Exercise
Your answer should be one number, the count of lines in the data that hold "begin".

────────────────────

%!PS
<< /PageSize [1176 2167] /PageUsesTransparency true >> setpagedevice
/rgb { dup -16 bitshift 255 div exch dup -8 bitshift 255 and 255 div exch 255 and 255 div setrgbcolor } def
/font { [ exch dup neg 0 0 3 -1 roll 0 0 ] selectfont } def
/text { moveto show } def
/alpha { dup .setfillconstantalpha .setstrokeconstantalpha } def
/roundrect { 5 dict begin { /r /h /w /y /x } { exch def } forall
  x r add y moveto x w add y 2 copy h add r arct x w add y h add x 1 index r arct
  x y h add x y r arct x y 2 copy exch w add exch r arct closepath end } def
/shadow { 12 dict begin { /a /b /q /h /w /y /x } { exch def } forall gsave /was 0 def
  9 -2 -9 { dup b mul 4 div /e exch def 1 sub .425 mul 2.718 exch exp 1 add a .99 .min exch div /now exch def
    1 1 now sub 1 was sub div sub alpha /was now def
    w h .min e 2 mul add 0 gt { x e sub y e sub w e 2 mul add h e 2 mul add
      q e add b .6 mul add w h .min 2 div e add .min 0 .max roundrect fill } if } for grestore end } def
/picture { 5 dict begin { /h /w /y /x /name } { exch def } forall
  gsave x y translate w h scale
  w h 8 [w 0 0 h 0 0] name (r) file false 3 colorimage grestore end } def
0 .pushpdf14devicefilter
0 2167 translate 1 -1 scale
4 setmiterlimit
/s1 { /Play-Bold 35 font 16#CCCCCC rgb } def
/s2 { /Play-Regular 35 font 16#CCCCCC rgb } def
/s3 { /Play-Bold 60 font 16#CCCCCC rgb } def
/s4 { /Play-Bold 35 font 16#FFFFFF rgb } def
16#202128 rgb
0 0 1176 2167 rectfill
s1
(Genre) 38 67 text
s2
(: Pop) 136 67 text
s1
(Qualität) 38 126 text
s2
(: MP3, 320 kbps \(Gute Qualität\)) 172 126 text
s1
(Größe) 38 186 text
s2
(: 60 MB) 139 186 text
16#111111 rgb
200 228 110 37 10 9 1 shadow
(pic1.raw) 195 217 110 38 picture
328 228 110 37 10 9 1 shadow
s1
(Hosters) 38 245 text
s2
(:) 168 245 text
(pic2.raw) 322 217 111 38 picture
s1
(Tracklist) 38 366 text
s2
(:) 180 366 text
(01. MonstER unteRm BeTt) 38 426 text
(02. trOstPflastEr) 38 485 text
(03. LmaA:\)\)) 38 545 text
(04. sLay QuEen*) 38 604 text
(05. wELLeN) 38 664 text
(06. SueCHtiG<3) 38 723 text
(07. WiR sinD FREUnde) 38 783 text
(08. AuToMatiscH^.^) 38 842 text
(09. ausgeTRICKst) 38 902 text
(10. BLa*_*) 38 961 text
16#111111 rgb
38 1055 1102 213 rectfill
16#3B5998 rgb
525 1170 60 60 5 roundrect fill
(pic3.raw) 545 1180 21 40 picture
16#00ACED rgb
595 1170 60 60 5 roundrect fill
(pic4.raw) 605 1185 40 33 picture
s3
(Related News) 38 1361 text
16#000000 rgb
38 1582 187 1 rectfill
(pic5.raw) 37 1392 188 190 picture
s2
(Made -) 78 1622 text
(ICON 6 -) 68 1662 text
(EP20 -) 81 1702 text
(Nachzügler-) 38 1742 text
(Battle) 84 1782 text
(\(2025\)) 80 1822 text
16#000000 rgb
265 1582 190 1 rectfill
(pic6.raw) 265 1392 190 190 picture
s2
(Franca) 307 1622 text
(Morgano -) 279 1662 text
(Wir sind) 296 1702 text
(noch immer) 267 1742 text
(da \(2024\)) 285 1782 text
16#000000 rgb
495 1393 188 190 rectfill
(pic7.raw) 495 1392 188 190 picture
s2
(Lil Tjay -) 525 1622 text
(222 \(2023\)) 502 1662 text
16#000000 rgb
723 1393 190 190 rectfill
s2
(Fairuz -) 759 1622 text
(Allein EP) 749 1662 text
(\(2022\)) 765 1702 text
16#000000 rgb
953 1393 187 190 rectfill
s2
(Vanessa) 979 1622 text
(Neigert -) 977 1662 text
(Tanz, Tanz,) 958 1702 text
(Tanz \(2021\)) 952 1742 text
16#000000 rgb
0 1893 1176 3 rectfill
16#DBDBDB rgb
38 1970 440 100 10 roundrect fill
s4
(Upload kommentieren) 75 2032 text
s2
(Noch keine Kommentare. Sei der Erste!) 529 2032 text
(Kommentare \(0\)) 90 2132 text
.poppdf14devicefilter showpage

────────────────────

The answer
3